Exercise instructions → Without the pictures, set down every line of the data exactly.

┌────────

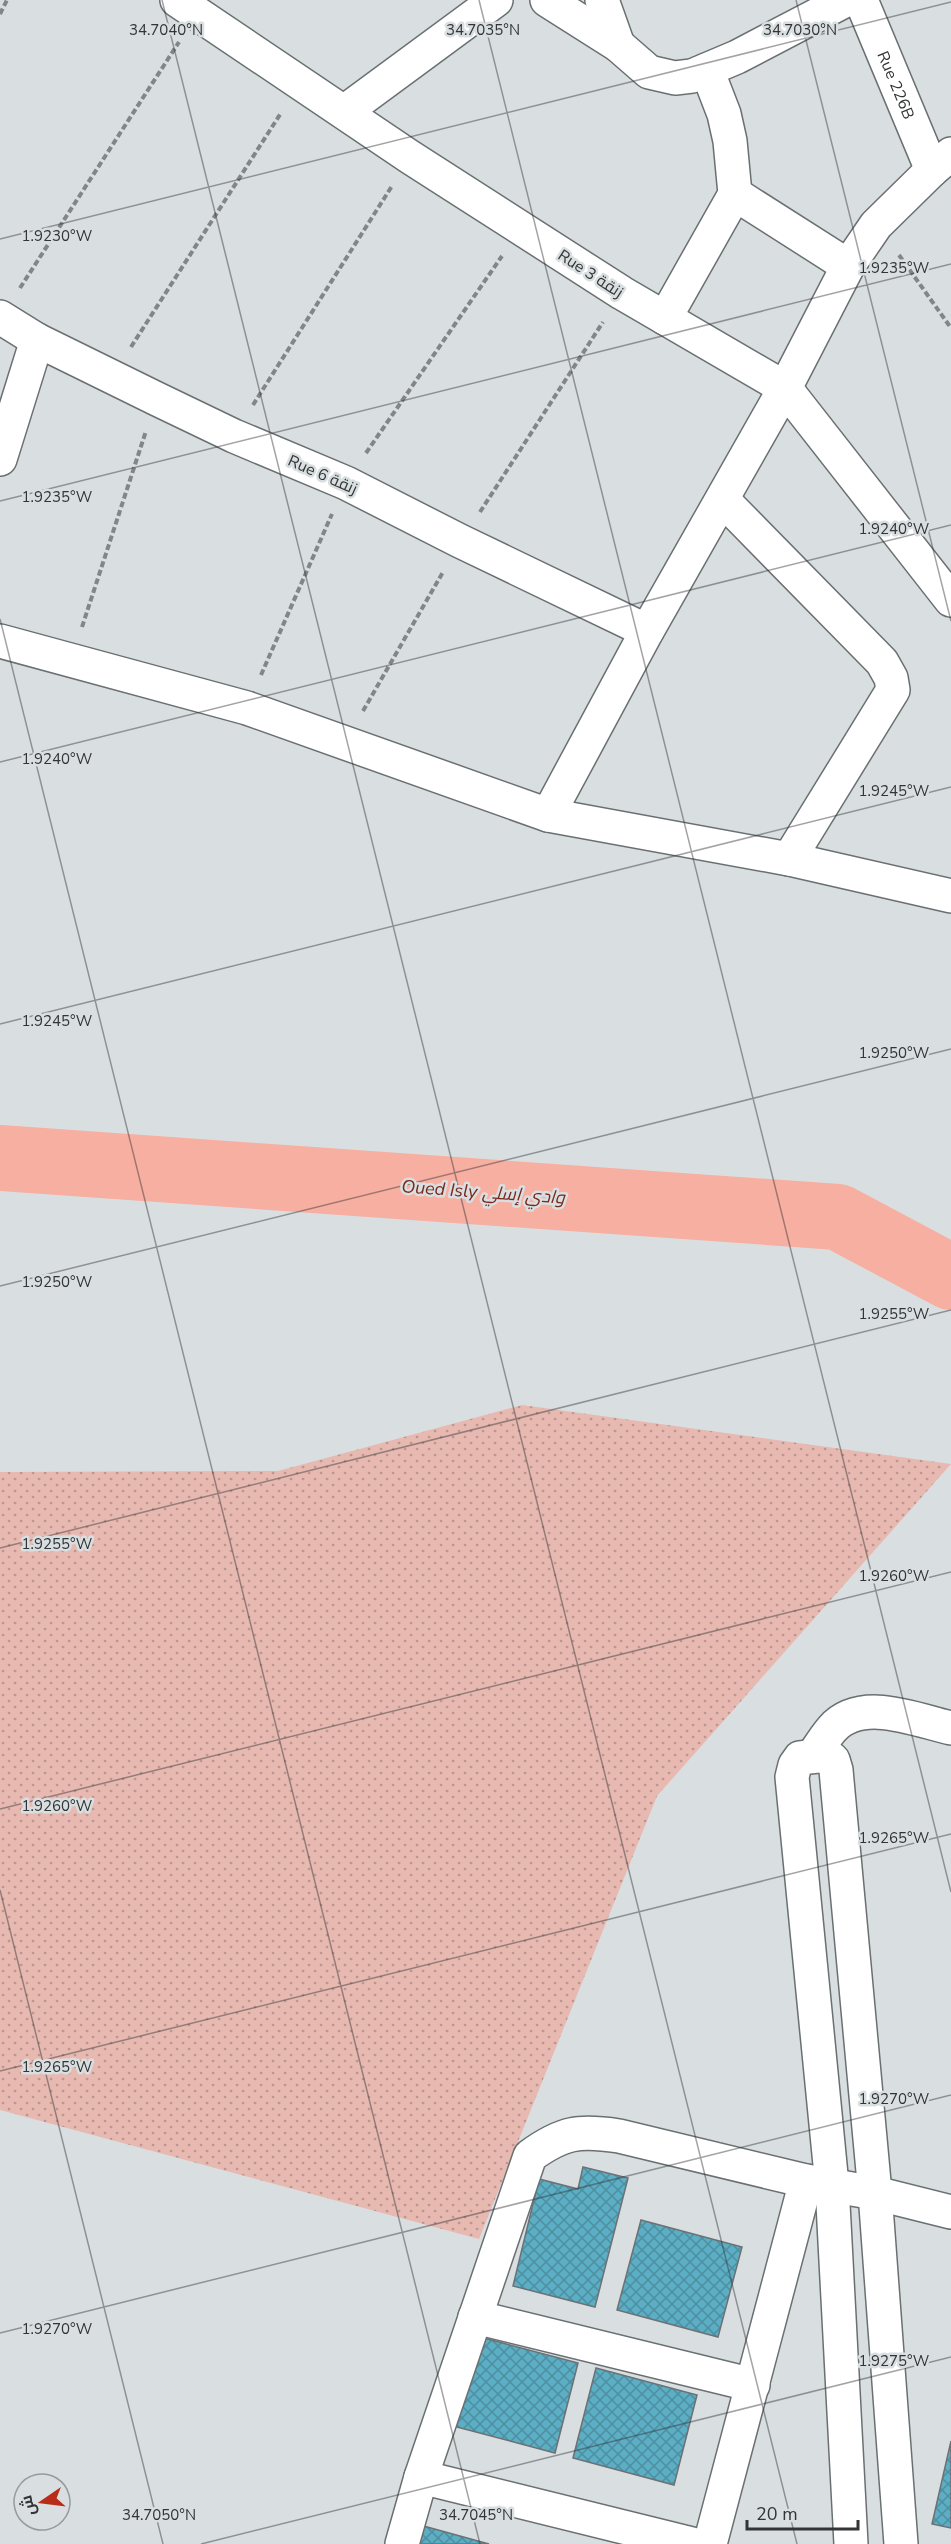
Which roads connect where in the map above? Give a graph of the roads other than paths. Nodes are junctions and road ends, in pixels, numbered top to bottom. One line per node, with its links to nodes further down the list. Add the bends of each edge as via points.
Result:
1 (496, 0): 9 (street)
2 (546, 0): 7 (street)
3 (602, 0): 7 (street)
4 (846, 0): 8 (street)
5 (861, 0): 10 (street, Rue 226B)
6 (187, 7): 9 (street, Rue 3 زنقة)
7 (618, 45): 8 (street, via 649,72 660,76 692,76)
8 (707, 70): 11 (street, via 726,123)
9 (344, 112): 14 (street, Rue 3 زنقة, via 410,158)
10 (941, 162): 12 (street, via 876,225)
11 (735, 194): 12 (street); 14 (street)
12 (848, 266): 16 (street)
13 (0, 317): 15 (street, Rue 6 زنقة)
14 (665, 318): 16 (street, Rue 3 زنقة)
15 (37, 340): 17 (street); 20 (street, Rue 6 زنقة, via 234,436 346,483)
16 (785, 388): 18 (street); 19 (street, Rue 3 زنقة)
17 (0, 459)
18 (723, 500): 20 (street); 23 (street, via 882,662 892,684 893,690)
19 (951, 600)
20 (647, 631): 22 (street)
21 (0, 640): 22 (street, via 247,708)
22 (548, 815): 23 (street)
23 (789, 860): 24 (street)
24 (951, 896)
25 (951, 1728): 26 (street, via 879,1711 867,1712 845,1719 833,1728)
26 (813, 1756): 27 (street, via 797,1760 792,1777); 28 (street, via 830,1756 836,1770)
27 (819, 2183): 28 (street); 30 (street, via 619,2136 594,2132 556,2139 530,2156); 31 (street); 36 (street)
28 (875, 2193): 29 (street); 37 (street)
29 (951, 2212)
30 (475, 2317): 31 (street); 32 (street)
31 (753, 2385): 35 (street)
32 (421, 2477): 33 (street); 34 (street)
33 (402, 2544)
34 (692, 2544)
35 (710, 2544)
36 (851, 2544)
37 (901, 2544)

└────────

Solved exercise →
Which roads connect where in the map above? Give a graph of the roads other than paths. Nodes are junctions and road ends, in pixels, numbered top to bottom. One line per node, with its links to nodes further down the list. Add the bends of each edge as via points.
Result:
1 (496, 0): 9 (street)
2 (546, 0): 7 (street)
3 (602, 0): 7 (street)
4 (846, 0): 8 (street)
5 (861, 0): 10 (street, Rue 226B)
6 (187, 7): 9 (street, Rue 3 زنقة)
7 (618, 45): 8 (street, via 649,72 660,76 692,76)
8 (707, 70): 11 (street, via 726,123)
9 (344, 112): 14 (street, Rue 3 زنقة, via 410,158)
10 (941, 162): 12 (street, via 876,225)
11 (735, 194): 12 (street); 14 (street)
12 (848, 266): 16 (street)
13 (0, 317): 15 (street, Rue 6 زنقة)
14 (665, 318): 16 (street, Rue 3 زنقة)
15 (37, 340): 17 (street); 20 (street, Rue 6 زنقة, via 234,436 346,483)
16 (785, 388): 18 (street); 19 (street, Rue 3 زنقة)
17 (0, 459)
18 (723, 500): 20 (street); 23 (street, via 882,662 892,684 893,690)
19 (951, 600)
20 (647, 631): 22 (street)
21 (0, 640): 22 (street, via 247,708)
22 (548, 815): 23 (street)
23 (789, 860): 24 (street)
24 (951, 896)
25 (951, 1728): 26 (street, via 879,1711 867,1712 845,1719 833,1728)
26 (813, 1756): 27 (street, via 797,1760 792,1777); 28 (street, via 830,1756 836,1770)
27 (819, 2183): 28 (street); 30 (street, via 619,2136 594,2132 556,2139 530,2156); 31 (street); 36 (street)
28 (875, 2193): 29 (street); 37 (street)
29 (951, 2212)
30 (475, 2317): 31 (street); 32 (street)
31 (753, 2385): 35 (street)
32 (421, 2477): 33 (street); 34 (street)
33 (402, 2544)
34 (692, 2544)
35 (710, 2544)
36 (851, 2544)
37 (901, 2544)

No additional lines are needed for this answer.